The Intersection: «Corporate Mindfulness»
When corporations adopted mindfulness, it wasn’t just out of pure altruism. They realized that stressed, burned-out employees are expensive and inefficient. This gave rise to corporate mindfulness programs (popularized by companies like Google, Nike, and Apple), which reposition mindfulness as a tool for:
Emotional Regulation: Helping leaders stay calm under pressure and make less impulsive decisions.
Focus and Productivity: Training the brain to resist distractions in a hyper-connected work environment.
Resilience: Bouncing back quickly from setbacks, reorganizations, or market shifts.
Managing organizational stress in the age of AI is not about doing, but about «Managing and Validating what AI does.»
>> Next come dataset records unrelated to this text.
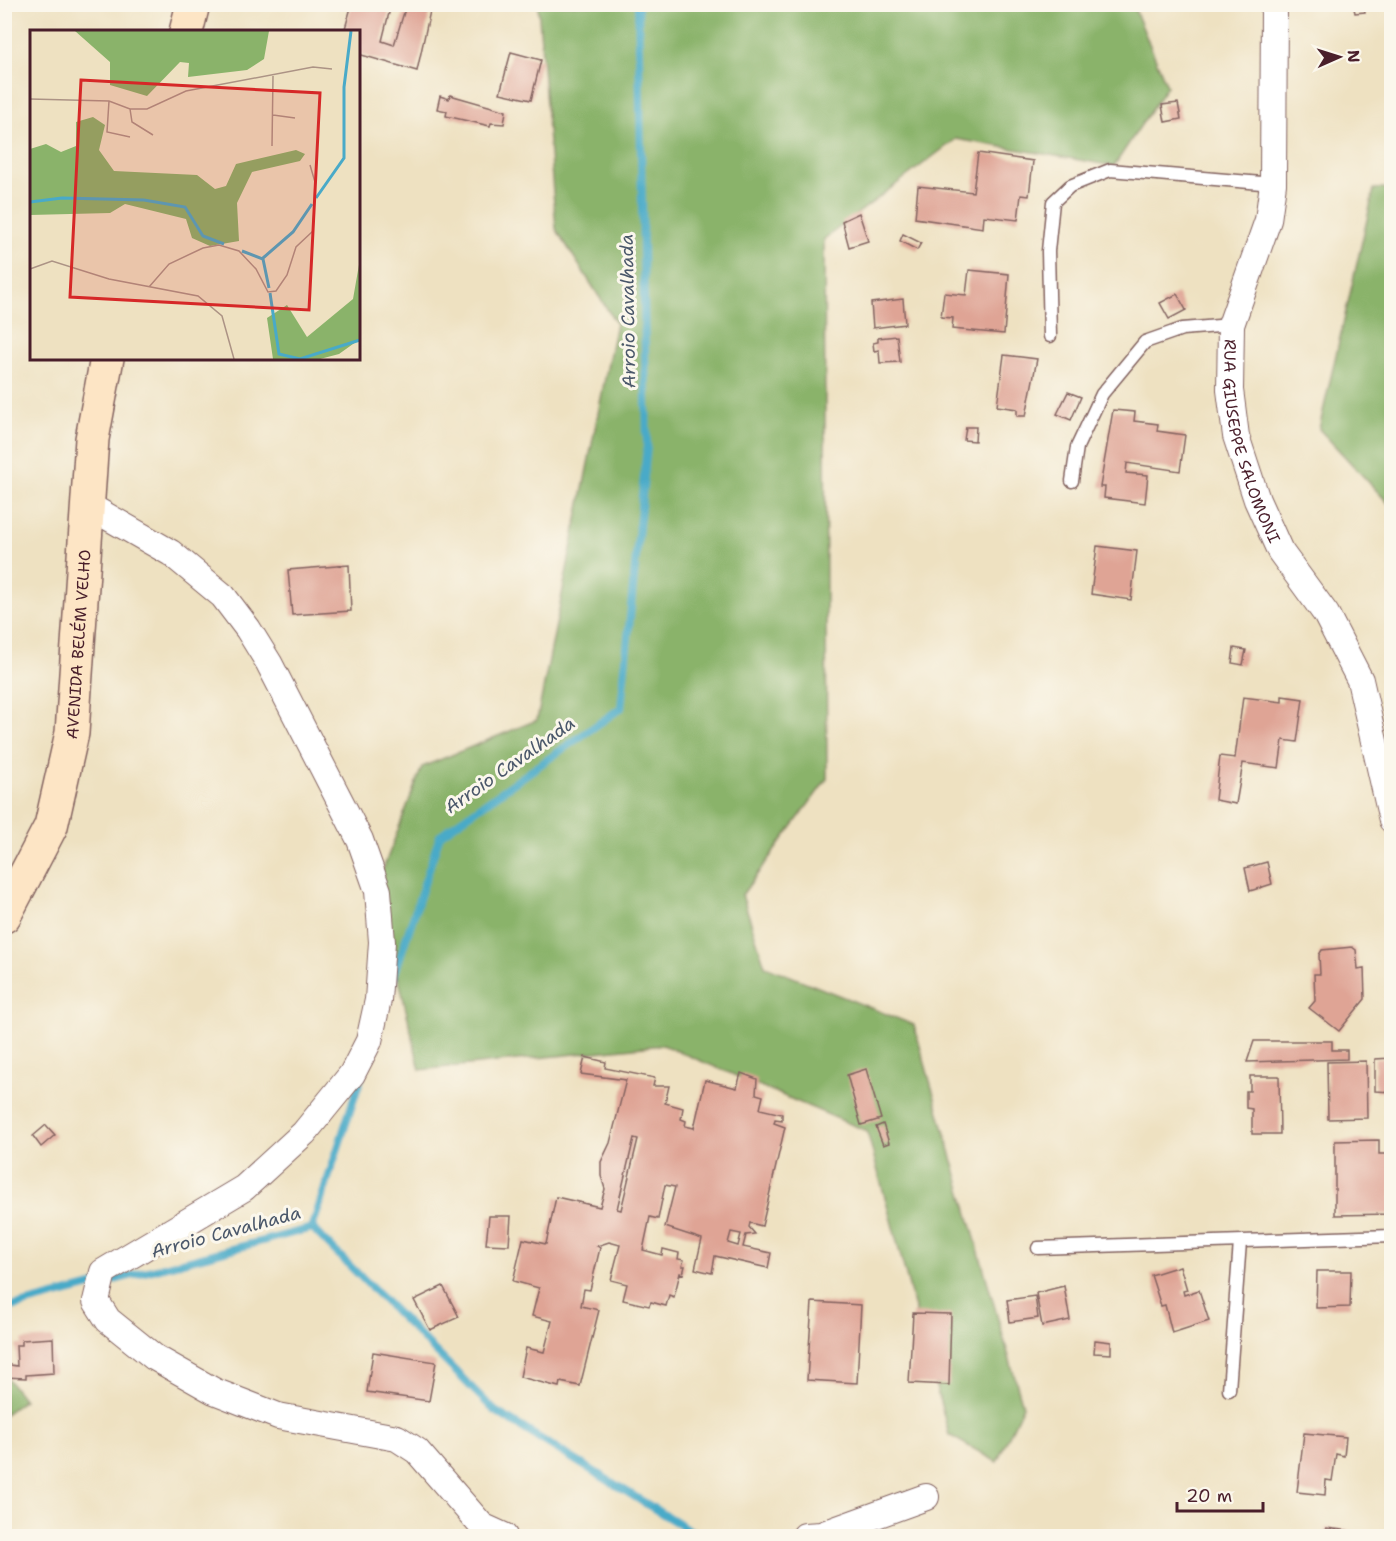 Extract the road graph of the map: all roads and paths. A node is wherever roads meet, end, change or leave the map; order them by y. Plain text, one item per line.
1 (193, 4) edge
2 (1274, 4) edge
3 (186, 30) edge
4 (1273, 183) junction
5 (1231, 325) junction
6 (1050, 336) dead end
7 (107, 360) edge
8 (1072, 481) dead end
9 (89, 507) junction
10 (1392, 820) edge
11 (4, 916) edge
12 (1392, 1236) edge
13 (1240, 1242) junction
14 (1038, 1248) dead end
15 (1229, 1389) dead end
16 (926, 1497) dead end
17 (504, 1536) edge
18 (805, 1536) edge

1 - 3 main road
2 - 4 street, RUA GIUSEPPE SALOMONI
4 - 5 street, RUA GIUSEPPE SALOMONI
4 - 6 lane
5 - 8 lane
5 - 10 street, RUA GIUSEPPE SALOMONI
7 - 9 main road, AVENIDA BELÉM VELHO
9 - 11 main road, AVENIDA BELÉM VELHO
9 - 17 street
12 - 13 lane
13 - 14 lane
13 - 15 lane
16 - 18 street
If the human brain doesn’t have a fully developed prefrontal cortex, who can control AI?
Human and Organizational Measures
- Set clear boundaries: Technology should serve people, not the other way around. Define digital disconnection times to mitigate technostress.
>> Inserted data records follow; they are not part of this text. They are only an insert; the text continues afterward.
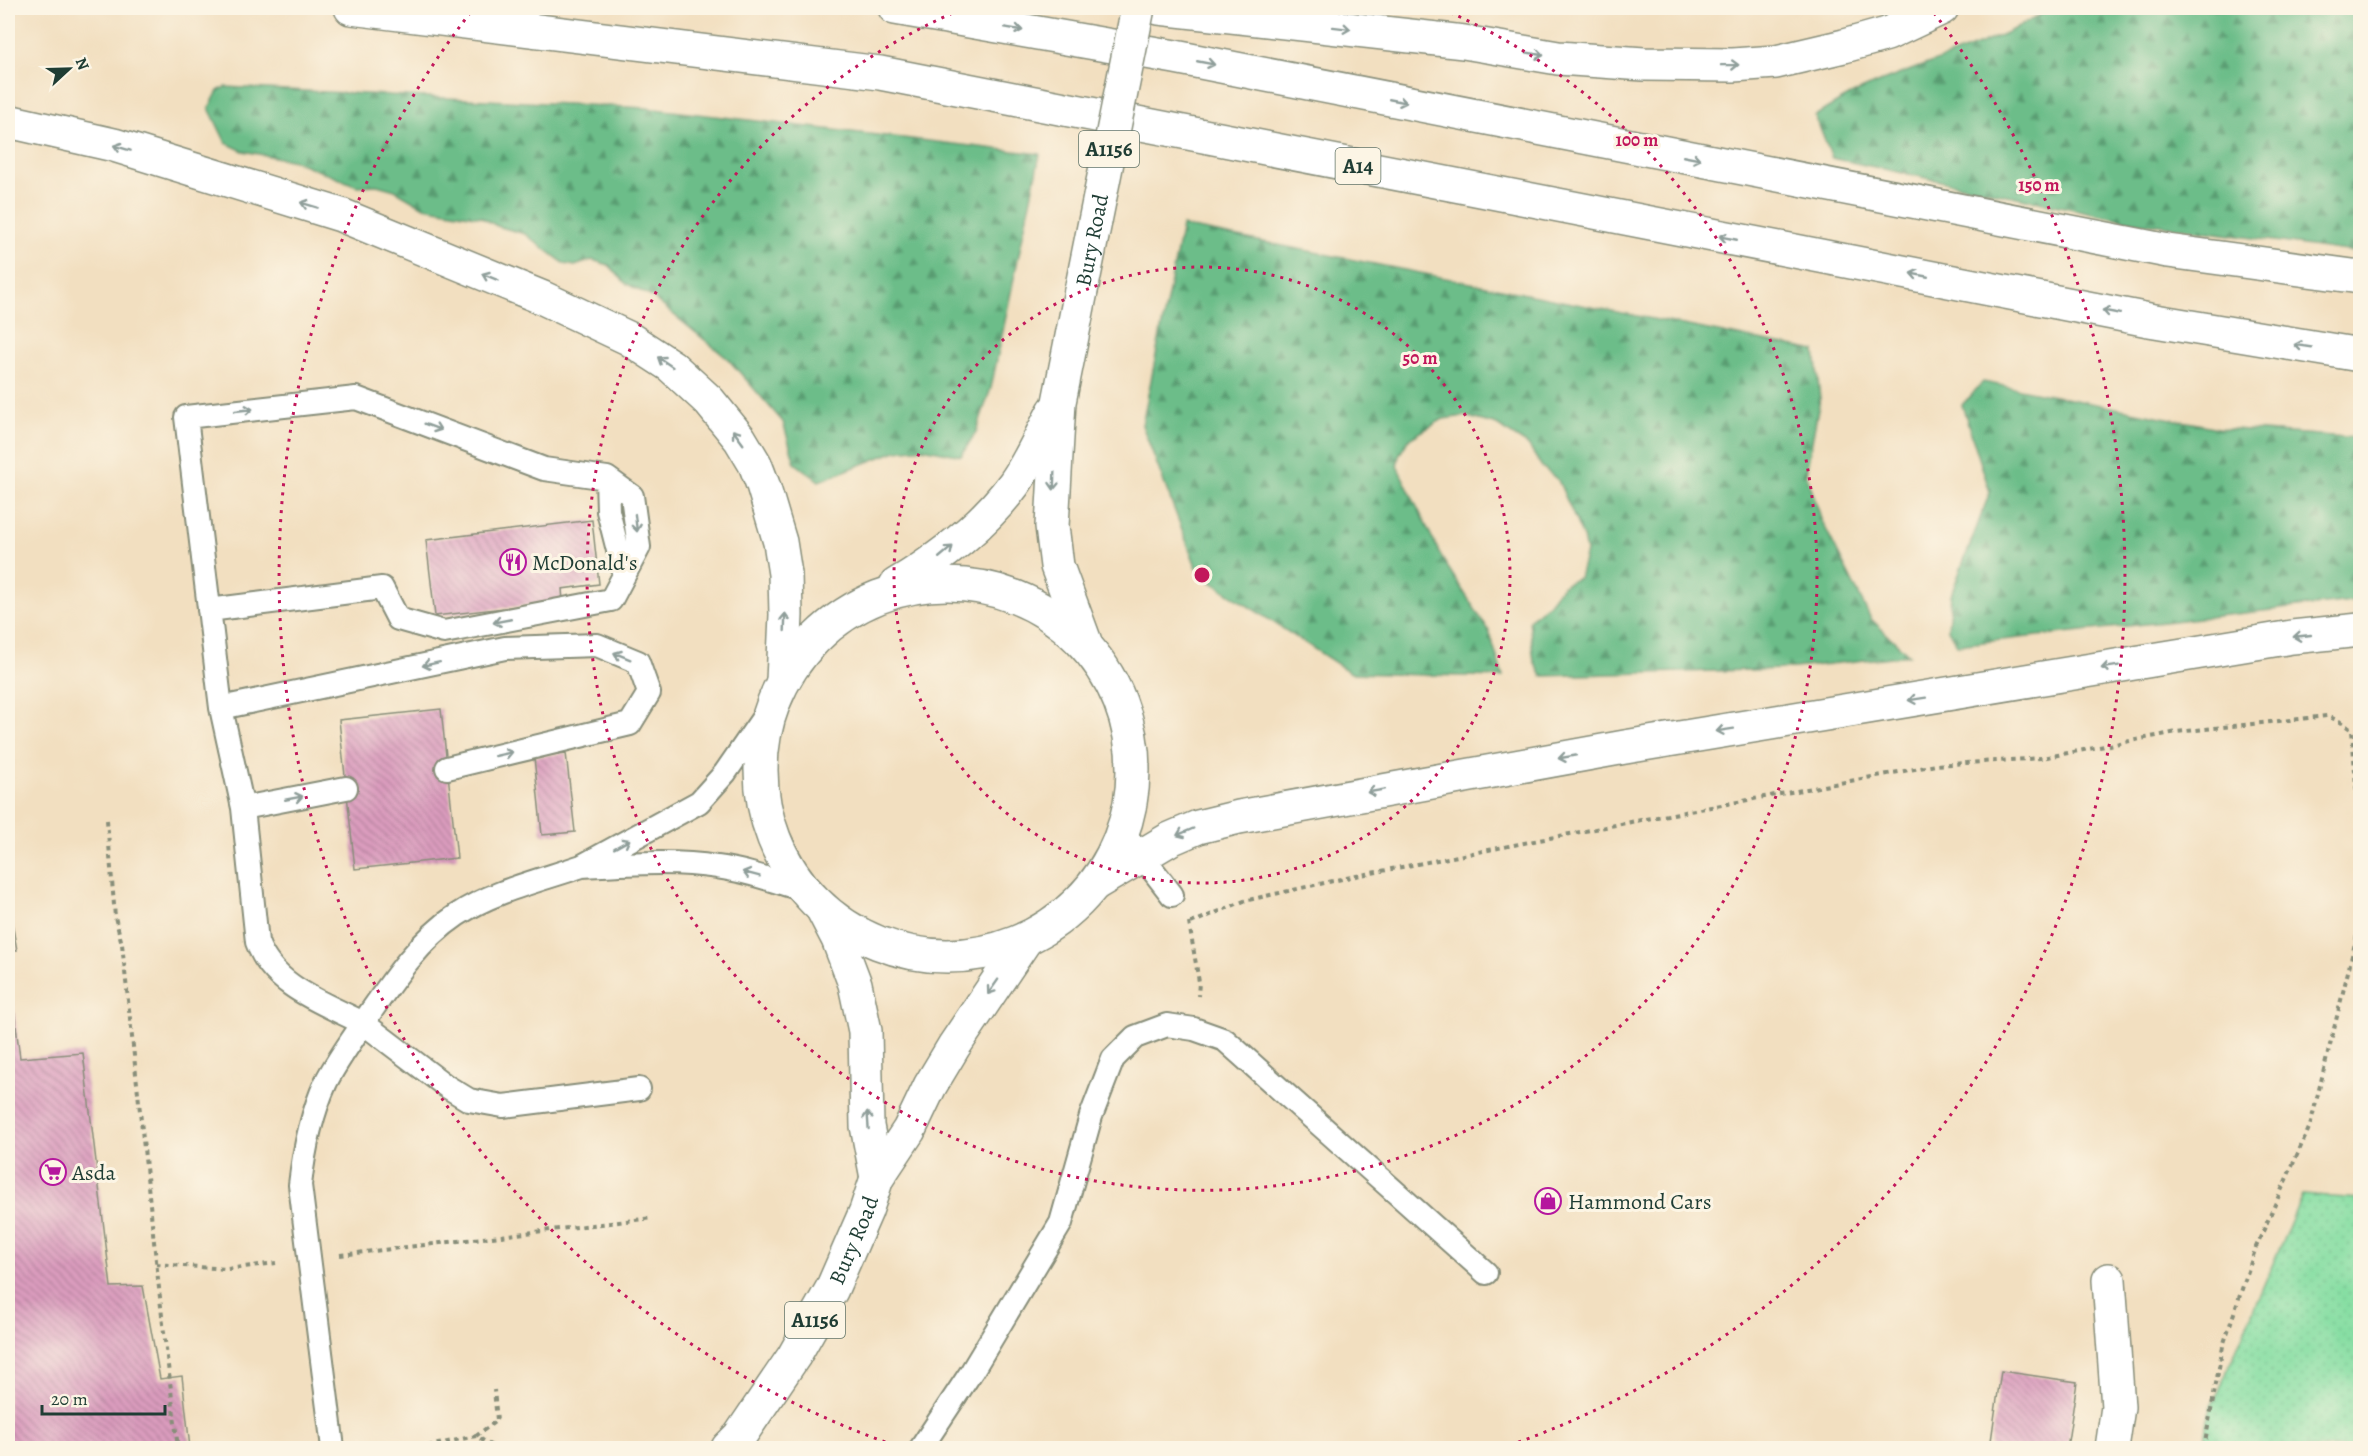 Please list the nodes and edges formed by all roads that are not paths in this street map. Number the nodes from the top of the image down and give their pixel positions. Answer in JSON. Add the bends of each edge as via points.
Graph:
{"nodes":[{"id":1,"x":351,"y":8,"type":"edge"},
{"id":2,"x":895,"y":8,"type":"edge"},
{"id":3,"x":1138,"y":8,"type":"edge"},
{"id":4,"x":1159,"y":8,"type":"edge"},
{"id":5,"x":1942,"y":8,"type":"edge"},
{"id":6,"x":8,"y":121,"type":"edge"},
{"id":7,"x":2361,"y":277,"type":"edge"},
{"id":8,"x":2361,"y":355,"type":"edge"},
{"id":9,"x":1059,"y":402,"type":"junction"},
{"id":10,"x":880,"y":595,"type":"junction"},
{"id":11,"x":209,"y":610,"type":"junction"},
{"id":12,"x":2361,"y":630,"type":"edge"},
{"id":13,"x":1086,"y":646,"type":"junction"},
{"id":14,"x":777,"y":693,"type":"junction"},
{"id":15,"x":221,"y":708,"type":"junction"},
{"id":16,"x":447,"y":768,"type":"dead end"},
{"id":17,"x":346,"y":788,"type":"dead end"},
{"id":18,"x":243,"y":808,"type":"junction"},
{"id":19,"x":1131,"y":846,"type":"junction"},
{"id":20,"x":582,"y":866,"type":"junction"},
{"id":21,"x":1172,"y":895,"type":"dead end"},
{"id":22,"x":813,"y":897,"type":"junction"},
{"id":23,"x":1026,"y":939,"type":"junction"},
{"id":24,"x":363,"y":1023,"type":"junction"},
{"id":25,"x":639,"y":1089,"type":"dead end"},
{"id":26,"x":877,"y":1178,"type":"junction"},
{"id":27,"x":1485,"y":1273,"type":"dead end"},
{"id":28,"x":2109,"y":1280,"type":"dead end"},
{"id":29,"x":333,"y":1449,"type":"edge"},
{"id":30,"x":728,"y":1449,"type":"edge"},
{"id":31,"x":921,"y":1449,"type":"edge"},
{"id":32,"x":2112,"y":1449,"type":"edge"}],
"edges":[{"from":8,"to":1,"type":"main road","number":"A14","one_way":true,"via":[[2137,318],[880,73]]},
{"from":2,"to":7,"type":"main road","one_way":true,"via":[[1175,57],[2168,251]]},
{"from":3,"to":9,"type":"main road","name":"Bury Road","number":"A1156","bridge":true},
{"from":4,"to":5,"type":"main road","one_way":true,"via":[[1464,42],[1558,58],[1733,65],[1776,62],[1844,46],[1887,34]]},
{"from":14,"to":6,"type":"main road","one_way":true,"via":[[786,615],[785,574],[763,485],[740,439],[709,401],[671,366],[628,338],[543,298],[341,215],[114,146]]},
{"from":10,"to":9,"type":"main road","name":"Bury Road","number":"A1156","one_way":true,"via":[[933,563],[989,515],[1016,482]]},
{"from":9,"to":13,"type":"main road","name":"Bury Road","number":"A1156","one_way":true,"via":[[1054,546],[1057,566]]},
{"from":10,"to":13,"type":"main road","via":[[923,584],[968,584],[1001,592],[1052,615]]},
{"from":10,"to":14,"type":"main road","via":[[823,629],[801,653]]},
{"from":11,"to":11,"type":"lane","one_way":true,"via":[[186,417],[356,398],[544,469],[607,477],[608,511],[624,574],[611,600],[444,632],[398,620],[382,588]]},
{"from":11,"to":15,"type":"lane"},
{"from":12,"to":19,"type":"main road","one_way":true,"via":[[2292,637],[1323,800]]},
{"from":13,"to":19,"type":"main road","via":[[1115,688],[1131,736]]},
{"from":20,"to":14,"type":"lane","one_way":true,"via":[[699,802],[725,773]]},
{"from":14,"to":22,"type":"main road","via":[[761,758],[765,811],[782,856]]},
{"from":16,"to":15,"type":"lane","one_way":true,"via":[[630,724],[650,693],[638,662],[597,645],[505,648]]},
{"from":15,"to":18,"type":"lane"},
{"from":18,"to":17,"type":"lane","one_way":true},
{"from":18,"to":24,"type":"lane","via":[[257,942],[262,956],[295,989]]},
{"from":19,"to":21,"type":"lane"},
{"from":19,"to":23,"type":"main road","via":[[1066,914]]},
{"from":22,"to":20,"type":"lane","one_way":true,"via":[[715,866]]},
{"from":20,"to":24,"type":"lane","via":[[459,914],[419,948]]},
{"from":22,"to":23,"type":"main road","via":[[834,919],[879,944],[928,956],[978,954]]},
{"from":26,"to":22,"type":"main road","name":"Bury Road","number":"A1156","one_way":true,"via":[[867,1126],[865,1032],[855,984],[838,939]]},
{"from":23,"to":26,"type":"main road","name":"Bury Road","number":"A1156","one_way":true,"via":[[954,1046],[909,1130]]},
{"from":24,"to":25,"type":"lane","via":[[446,1086],[469,1100],[487,1105]]},
{"from":24,"to":29,"type":"lane","via":[[327,1081],[312,1119],[300,1185]]},
{"from":26,"to":30,"type":"main road","name":"Bury Road","number":"A1156","via":[[832,1289],[794,1356]]},
{"from":27,"to":31,"type":"lane","via":[[1226,1040],[1167,1025],[1135,1037],[1113,1059],[1091,1116],[1061,1223]]},
{"from":28,"to":32,"type":"main road","via":[[2118,1407]]}]}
- Continuous learning (Reskilling): Instead of seeing AI as a threat, train yourself to use it as a tool, which reduces work-related anxiety.
- Reclaim human judgment: Focus on activities that require creativity, empathy, and critical thinking—areas where human judgment is essential and cannot be replaced by AI, since it is the human’s responsibility to validate it.
- Traditional healthy habits: Regular physical activity, meditation, sufficient sleep, and connection with loved ones remain fundamental.
Addressing «AI Anxiety«
- Recognize and accept: Understanding that not all technological changes can be controlled helps reduce anxiety.
- Focus on quality: Realign work metrics to prioritize quality over speed, to avoid the burnout caused by the constant demands of algorithmic management.
- The key is to adopt a proactive approach, using AI as an ally to improve productivity and well-being, while strengthening unique human skills and establishing healthy boundaries.
Self-care tips for working remotely:
- Create a quiet workspace, which is important for maintaining concentration. Keep your desk organized and clear.
- Take short breaks every two hours, distinguishing between work and personal time to avoid multitasking.
- BREATHE! Breathing provides information about our mood, oxygenating the brain, which helps us regain energy and clear our minds to maintain concentration.
- Eat healthily. Plan your meals, decide what to eat, and choose healthy foods.
- Create quiet spaces to help maintain a calm mind.
- Stick to your schedule and don’t work overtime. Rest is important for efficiency and organization.